**Source material**.
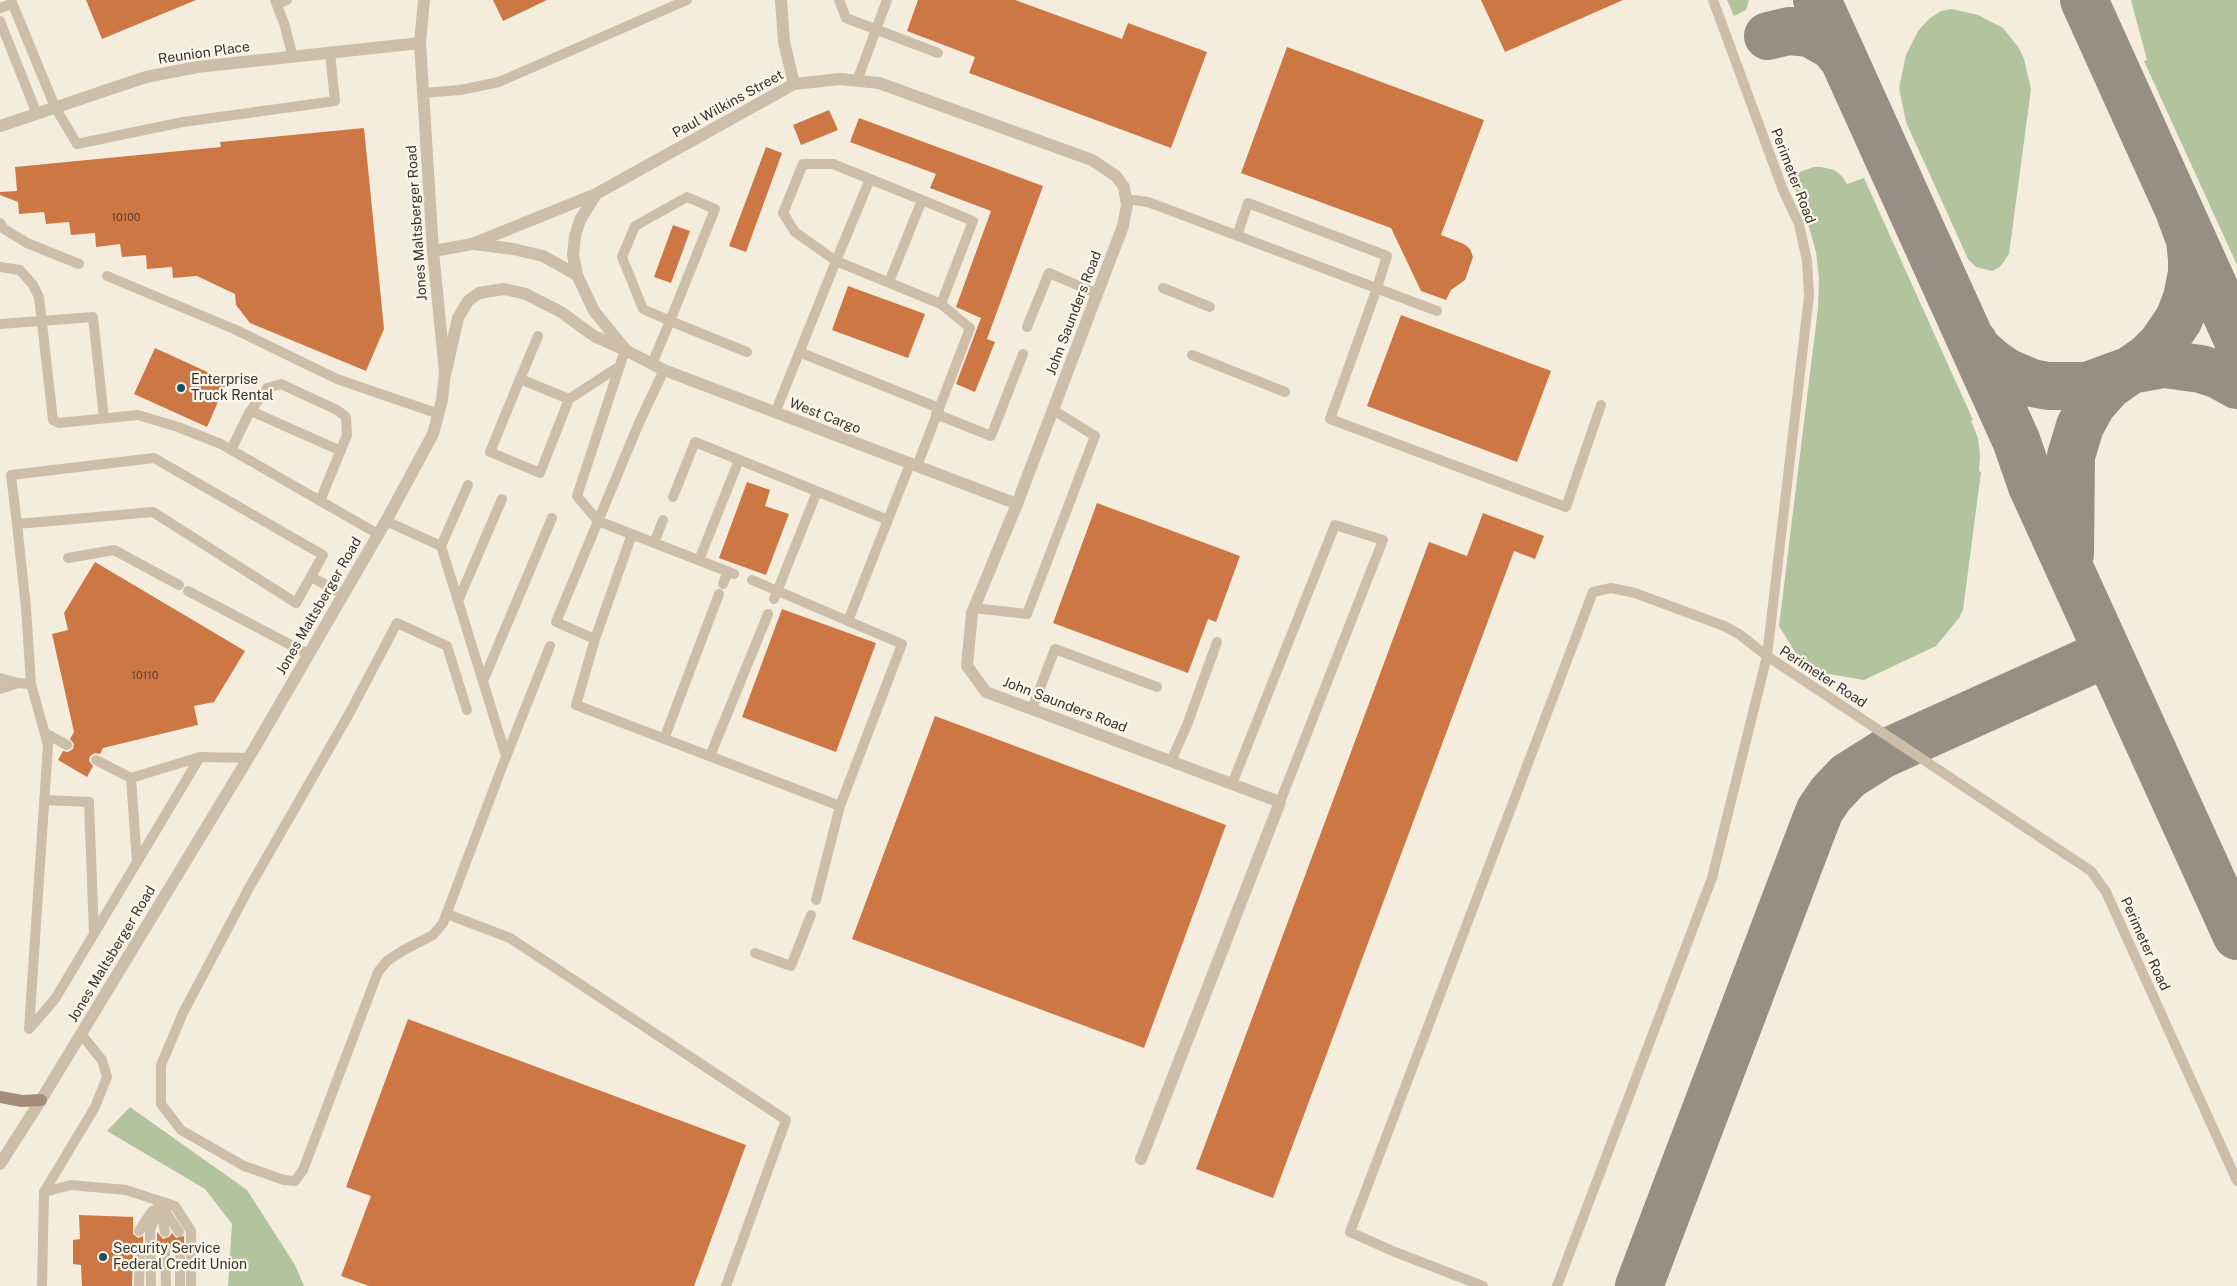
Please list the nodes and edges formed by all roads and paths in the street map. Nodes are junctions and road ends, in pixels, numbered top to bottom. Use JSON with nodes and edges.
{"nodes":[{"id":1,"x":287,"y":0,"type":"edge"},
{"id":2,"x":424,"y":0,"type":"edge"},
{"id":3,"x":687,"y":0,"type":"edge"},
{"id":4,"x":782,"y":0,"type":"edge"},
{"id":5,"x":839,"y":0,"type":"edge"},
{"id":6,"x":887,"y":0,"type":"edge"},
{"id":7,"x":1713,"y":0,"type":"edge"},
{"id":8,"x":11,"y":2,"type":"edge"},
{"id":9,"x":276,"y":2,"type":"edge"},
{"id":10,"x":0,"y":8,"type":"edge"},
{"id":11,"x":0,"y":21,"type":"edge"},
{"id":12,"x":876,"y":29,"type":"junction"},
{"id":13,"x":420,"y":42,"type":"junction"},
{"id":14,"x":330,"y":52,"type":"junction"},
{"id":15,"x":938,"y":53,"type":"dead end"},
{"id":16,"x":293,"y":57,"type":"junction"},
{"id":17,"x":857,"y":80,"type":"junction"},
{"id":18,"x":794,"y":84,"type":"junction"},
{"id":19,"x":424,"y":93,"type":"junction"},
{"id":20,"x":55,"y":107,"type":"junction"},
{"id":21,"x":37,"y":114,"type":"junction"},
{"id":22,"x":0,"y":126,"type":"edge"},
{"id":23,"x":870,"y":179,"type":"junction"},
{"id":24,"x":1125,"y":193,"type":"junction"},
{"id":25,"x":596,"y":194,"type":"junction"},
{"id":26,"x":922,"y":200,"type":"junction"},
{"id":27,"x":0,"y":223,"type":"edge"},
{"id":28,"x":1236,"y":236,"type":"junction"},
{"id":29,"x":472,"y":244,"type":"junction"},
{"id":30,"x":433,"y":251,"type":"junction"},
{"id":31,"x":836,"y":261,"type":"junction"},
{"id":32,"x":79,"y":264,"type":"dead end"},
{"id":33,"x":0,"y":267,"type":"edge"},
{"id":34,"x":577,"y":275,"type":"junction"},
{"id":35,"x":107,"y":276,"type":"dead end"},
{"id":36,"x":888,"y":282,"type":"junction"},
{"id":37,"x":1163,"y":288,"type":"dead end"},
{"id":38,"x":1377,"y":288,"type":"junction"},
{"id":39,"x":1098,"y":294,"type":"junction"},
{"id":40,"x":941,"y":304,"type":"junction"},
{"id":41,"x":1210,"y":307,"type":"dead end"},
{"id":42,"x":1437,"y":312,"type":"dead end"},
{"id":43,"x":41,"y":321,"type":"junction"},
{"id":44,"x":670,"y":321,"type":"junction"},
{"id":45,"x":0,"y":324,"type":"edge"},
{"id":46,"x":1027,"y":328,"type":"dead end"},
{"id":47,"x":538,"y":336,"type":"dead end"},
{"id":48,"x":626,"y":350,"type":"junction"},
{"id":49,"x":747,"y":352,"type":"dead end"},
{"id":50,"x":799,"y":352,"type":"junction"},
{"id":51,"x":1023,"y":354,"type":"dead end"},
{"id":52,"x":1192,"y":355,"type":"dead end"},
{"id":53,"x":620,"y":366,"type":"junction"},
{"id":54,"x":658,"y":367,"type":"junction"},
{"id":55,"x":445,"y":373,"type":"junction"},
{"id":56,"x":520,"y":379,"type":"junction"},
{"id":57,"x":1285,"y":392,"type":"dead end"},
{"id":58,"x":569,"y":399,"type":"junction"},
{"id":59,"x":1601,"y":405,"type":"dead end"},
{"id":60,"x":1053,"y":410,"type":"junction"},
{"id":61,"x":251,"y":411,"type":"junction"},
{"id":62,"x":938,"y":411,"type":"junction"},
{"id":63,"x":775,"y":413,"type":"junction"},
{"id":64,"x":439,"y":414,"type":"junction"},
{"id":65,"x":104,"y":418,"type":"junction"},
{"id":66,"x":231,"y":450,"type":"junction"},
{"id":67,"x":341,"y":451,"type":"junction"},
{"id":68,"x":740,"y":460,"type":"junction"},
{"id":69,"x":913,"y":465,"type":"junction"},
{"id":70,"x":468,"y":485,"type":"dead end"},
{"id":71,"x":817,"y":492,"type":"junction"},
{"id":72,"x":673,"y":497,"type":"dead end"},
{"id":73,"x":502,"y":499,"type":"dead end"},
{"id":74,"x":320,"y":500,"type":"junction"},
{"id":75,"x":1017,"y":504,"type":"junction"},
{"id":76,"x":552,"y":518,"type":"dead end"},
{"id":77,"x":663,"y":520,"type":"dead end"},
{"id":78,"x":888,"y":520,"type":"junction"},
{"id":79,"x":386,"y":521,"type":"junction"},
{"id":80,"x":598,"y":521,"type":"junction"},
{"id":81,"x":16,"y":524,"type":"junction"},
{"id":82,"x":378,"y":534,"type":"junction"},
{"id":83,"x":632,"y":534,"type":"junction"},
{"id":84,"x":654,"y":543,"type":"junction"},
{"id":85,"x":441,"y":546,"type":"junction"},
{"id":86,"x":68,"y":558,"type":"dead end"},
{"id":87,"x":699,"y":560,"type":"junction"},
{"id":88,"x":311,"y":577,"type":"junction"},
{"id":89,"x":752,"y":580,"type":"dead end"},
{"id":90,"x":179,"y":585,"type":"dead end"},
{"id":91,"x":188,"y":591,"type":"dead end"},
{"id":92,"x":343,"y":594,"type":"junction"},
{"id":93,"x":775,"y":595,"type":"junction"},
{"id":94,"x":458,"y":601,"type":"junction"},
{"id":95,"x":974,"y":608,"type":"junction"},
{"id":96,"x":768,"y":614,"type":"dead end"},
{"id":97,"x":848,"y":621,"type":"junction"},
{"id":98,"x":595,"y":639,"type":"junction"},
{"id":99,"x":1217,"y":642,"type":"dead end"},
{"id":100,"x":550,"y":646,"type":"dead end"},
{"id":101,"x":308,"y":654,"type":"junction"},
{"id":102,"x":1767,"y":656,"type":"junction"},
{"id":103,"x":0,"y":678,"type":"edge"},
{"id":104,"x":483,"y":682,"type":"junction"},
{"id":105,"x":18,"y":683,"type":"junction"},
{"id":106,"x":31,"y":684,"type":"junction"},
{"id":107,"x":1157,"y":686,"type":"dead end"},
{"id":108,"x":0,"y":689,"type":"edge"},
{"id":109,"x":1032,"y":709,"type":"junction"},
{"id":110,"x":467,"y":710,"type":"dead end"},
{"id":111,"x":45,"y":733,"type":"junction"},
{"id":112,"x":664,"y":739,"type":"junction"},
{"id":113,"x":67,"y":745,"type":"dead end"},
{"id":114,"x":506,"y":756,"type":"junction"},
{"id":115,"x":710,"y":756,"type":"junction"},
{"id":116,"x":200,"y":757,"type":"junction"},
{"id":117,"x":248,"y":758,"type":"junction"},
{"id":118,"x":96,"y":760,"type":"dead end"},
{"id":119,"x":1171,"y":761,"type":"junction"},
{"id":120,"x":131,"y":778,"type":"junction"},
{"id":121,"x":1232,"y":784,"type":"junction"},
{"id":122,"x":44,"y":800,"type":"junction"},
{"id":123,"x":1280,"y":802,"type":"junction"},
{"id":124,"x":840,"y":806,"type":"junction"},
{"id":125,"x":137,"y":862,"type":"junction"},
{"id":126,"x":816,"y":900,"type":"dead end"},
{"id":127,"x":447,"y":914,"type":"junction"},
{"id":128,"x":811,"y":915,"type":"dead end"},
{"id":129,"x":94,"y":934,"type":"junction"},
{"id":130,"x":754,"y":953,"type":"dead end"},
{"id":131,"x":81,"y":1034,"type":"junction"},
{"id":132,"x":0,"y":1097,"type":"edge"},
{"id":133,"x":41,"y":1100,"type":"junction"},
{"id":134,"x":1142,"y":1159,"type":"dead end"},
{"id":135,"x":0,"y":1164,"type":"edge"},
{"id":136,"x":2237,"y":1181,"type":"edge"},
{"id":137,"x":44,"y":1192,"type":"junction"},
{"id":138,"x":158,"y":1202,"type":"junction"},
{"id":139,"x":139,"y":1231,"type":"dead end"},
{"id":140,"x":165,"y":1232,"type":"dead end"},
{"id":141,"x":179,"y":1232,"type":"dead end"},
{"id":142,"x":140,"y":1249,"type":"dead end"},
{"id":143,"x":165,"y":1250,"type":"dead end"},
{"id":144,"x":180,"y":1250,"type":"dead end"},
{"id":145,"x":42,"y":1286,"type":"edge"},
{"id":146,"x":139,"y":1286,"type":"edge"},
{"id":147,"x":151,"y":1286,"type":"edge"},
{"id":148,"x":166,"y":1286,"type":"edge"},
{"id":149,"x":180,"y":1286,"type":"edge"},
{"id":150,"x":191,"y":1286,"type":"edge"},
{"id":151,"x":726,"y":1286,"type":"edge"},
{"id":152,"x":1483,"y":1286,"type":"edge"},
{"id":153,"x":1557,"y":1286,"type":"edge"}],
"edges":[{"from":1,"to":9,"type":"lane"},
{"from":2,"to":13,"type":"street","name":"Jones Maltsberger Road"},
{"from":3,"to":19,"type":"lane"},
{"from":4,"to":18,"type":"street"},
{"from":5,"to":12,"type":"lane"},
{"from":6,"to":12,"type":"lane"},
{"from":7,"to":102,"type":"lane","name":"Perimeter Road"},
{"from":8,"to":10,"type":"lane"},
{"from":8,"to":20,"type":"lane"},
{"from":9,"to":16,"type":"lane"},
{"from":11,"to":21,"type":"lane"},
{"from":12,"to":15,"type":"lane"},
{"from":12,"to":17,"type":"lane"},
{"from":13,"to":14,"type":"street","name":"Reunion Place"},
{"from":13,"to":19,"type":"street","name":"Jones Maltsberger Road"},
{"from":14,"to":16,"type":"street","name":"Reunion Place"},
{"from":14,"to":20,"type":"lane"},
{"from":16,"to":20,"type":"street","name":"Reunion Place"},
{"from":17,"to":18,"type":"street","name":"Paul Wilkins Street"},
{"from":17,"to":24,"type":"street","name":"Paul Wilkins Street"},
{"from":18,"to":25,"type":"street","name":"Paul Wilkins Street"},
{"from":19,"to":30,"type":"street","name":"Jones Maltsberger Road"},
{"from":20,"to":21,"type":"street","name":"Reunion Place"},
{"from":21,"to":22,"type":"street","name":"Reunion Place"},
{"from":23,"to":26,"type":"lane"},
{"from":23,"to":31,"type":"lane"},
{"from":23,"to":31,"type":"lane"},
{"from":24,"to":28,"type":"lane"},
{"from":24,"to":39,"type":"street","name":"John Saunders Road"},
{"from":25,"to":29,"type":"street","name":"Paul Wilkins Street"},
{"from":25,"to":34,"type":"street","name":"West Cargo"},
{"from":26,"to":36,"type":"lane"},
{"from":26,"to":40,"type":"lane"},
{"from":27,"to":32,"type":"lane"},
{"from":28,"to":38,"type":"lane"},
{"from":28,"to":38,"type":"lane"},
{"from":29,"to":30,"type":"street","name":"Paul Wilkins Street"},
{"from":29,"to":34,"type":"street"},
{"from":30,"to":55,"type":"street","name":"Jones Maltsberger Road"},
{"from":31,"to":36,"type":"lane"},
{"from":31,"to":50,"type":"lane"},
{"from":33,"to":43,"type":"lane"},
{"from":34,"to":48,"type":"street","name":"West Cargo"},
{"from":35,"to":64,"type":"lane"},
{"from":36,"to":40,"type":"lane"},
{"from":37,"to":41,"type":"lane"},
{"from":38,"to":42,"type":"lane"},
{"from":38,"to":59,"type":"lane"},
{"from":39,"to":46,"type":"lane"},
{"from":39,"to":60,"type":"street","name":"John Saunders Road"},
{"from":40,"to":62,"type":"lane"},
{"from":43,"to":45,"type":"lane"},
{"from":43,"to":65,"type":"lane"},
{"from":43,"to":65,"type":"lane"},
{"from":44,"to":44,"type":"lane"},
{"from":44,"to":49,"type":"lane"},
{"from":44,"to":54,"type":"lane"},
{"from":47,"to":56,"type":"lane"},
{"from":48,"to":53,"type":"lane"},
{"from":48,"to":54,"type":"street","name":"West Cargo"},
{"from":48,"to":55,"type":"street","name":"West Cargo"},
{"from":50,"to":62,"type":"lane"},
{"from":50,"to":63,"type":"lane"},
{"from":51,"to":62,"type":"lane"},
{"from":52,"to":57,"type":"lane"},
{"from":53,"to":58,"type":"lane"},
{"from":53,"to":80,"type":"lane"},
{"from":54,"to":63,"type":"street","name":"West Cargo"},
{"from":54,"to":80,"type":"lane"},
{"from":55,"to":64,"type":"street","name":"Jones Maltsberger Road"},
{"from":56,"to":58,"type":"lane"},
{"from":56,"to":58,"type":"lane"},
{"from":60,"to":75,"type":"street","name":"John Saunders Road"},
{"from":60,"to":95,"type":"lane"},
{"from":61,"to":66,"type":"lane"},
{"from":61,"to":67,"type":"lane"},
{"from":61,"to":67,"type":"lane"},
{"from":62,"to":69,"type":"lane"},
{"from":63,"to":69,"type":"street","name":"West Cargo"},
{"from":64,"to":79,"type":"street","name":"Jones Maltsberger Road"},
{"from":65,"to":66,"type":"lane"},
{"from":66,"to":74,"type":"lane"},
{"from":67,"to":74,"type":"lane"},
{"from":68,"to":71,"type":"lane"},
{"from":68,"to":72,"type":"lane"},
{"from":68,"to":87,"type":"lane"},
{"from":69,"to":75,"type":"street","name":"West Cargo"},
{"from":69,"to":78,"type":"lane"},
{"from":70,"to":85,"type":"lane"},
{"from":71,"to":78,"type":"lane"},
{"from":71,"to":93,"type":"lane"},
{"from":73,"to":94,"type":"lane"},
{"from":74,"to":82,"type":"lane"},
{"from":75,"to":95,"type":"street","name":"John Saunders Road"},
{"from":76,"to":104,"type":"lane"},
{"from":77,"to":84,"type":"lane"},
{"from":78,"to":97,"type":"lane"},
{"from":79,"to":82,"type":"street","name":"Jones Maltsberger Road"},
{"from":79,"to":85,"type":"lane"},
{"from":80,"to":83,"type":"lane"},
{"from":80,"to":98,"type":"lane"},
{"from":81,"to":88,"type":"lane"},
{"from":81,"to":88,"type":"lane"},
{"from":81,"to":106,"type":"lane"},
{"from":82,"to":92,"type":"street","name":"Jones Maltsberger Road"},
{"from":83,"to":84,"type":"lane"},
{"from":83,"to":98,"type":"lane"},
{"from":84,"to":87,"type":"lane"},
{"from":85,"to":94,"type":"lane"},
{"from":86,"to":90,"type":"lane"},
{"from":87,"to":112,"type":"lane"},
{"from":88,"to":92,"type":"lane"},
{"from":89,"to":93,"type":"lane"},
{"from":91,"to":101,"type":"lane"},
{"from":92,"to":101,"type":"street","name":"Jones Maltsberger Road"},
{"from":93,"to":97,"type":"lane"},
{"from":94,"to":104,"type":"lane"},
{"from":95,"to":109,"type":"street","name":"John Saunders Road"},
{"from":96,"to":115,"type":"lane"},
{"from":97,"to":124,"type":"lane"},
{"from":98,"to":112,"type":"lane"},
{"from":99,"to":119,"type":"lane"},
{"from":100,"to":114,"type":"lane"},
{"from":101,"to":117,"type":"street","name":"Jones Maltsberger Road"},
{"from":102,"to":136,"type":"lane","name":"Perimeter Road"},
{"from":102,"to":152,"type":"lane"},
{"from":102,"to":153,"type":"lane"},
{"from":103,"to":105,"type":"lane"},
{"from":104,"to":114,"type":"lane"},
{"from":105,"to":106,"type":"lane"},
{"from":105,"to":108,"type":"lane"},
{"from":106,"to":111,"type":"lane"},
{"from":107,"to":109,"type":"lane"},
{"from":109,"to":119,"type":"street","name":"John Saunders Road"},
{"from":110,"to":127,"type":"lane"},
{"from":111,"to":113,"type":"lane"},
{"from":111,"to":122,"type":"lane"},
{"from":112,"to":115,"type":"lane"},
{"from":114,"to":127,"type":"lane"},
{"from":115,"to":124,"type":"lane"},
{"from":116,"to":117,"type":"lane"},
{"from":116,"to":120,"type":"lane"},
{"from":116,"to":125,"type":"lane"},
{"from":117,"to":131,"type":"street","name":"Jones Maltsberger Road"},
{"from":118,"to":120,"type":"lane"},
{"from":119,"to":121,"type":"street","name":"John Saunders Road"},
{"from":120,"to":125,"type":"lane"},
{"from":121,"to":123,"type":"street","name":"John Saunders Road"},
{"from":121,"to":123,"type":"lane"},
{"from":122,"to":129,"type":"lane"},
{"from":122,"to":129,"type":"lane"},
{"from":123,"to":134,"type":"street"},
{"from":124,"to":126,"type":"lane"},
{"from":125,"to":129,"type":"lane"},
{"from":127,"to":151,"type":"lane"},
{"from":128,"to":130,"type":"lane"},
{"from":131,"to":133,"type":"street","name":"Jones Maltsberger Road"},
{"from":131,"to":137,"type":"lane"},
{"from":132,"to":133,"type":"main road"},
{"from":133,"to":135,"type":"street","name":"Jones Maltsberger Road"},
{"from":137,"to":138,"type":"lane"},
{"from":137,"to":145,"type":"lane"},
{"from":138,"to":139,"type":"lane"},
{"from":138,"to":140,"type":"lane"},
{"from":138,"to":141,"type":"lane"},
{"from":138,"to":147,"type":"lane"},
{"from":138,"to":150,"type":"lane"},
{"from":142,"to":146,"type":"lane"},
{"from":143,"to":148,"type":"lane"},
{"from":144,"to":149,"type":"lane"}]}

**Task instructions**. Look for the word "nodes" in the data, then return every line that contains it.

**Task solution**.
Please list the nodes and edges formed by all roads and paths in the street map. Nodes are junctions and road ends, in pixels, numbered top to bottom. Use JSON with nodes and edges.
{"nodes":[{"id":1,"x":287,"y":0,"type":"edge"},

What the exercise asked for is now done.